Federalist Society

Top leaders of the Washington, DC-based Federalist Society (FS) led the political and legal effort to secure Florida's 25 electoral votes, and thus the presidency, for G.W.Bush. 
FS leaders were top attorneys for George W.Bush in both the Florida and U.S. Supreme Courts. With Ted Olson, president of the DC chapter of the FS, as lead attorney before the Supreme Court, they were determined to win not the Presidency and to begin the process of institutionalizing a comprehensive agenda challenging every aspect of a democratic judicial system.
Targeting the courts, the law schools and the American Bar Association, the FS has emerged as a powerful coalition of conservative and libertarian legal activists developing broad-based challenges to fundamental principles of constitutional law.
Other FS leaders include Robert Bork, C. Boyden Gray, Edwin Meese, Scaife Foundation Trustee, T. Kenneth Cribb, Jr., former Christian Coalition President Donald Paul Hodel, and chair of the Senate Judiciary Committee, Orrin Hatch.

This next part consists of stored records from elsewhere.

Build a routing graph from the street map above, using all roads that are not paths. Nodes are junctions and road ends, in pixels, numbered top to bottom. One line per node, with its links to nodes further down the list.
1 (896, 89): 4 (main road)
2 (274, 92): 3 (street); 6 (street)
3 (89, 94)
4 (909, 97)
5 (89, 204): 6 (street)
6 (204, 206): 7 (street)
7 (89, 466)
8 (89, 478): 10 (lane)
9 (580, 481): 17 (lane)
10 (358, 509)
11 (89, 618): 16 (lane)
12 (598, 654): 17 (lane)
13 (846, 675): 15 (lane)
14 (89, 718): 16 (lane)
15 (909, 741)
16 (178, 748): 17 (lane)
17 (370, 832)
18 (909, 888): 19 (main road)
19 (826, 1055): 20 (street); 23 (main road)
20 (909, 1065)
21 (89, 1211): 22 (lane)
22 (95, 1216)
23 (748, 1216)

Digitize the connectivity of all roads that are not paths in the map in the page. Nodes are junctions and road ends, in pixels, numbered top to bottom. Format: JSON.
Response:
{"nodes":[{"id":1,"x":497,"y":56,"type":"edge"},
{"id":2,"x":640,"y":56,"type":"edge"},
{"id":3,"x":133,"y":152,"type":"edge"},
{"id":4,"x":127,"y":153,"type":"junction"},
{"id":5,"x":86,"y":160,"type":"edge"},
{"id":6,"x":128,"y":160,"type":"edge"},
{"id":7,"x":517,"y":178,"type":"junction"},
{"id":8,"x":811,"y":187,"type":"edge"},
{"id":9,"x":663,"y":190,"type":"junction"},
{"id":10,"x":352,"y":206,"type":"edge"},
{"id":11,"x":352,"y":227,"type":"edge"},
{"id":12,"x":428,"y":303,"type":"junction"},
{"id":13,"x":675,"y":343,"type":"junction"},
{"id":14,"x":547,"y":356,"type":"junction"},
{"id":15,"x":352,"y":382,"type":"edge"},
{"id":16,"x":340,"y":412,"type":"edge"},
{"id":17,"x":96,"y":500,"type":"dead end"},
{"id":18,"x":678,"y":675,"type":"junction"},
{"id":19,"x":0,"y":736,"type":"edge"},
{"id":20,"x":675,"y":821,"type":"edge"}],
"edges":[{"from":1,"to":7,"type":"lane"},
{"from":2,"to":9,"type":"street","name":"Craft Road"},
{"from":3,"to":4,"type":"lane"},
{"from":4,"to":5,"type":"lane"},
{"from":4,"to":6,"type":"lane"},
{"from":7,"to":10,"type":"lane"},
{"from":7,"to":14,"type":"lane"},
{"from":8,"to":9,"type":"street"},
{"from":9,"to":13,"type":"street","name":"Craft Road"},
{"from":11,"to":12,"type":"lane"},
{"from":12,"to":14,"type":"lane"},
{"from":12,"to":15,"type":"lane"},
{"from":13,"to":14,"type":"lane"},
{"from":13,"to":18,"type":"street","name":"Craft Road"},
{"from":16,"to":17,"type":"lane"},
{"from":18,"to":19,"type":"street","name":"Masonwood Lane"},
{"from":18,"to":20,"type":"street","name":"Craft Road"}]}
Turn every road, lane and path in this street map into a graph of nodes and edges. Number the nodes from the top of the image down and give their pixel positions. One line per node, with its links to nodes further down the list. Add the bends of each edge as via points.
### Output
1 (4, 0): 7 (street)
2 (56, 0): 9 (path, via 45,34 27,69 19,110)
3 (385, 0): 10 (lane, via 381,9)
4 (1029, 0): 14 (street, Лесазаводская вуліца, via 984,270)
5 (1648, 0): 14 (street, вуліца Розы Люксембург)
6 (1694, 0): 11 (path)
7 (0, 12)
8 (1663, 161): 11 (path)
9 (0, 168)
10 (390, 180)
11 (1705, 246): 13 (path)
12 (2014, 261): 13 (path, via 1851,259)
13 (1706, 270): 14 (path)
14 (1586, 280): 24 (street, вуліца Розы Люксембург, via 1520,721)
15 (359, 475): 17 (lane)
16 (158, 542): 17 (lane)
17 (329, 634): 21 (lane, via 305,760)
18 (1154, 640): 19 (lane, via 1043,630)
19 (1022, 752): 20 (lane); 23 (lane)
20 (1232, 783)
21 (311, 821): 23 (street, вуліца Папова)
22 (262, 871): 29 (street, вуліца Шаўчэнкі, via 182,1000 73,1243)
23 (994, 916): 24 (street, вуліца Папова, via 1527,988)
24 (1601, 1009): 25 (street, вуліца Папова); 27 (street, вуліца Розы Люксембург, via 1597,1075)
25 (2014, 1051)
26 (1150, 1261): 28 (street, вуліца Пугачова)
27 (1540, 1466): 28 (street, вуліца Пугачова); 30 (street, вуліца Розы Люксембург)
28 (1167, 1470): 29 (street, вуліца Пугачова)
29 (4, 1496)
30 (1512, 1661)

With 15 practice groups on every area of the legal system from civil rights and religious liberties to corporations law and telecommunications, with a presence in 140 U.S. law schools and backed by millions of dollars from leading right-wing and libertarian foundations, the FS is quietly shaping the emerging jurisprudence.
The ongoing debate concerning the presidential election has raised many important questions about the future of the U.S. legal system.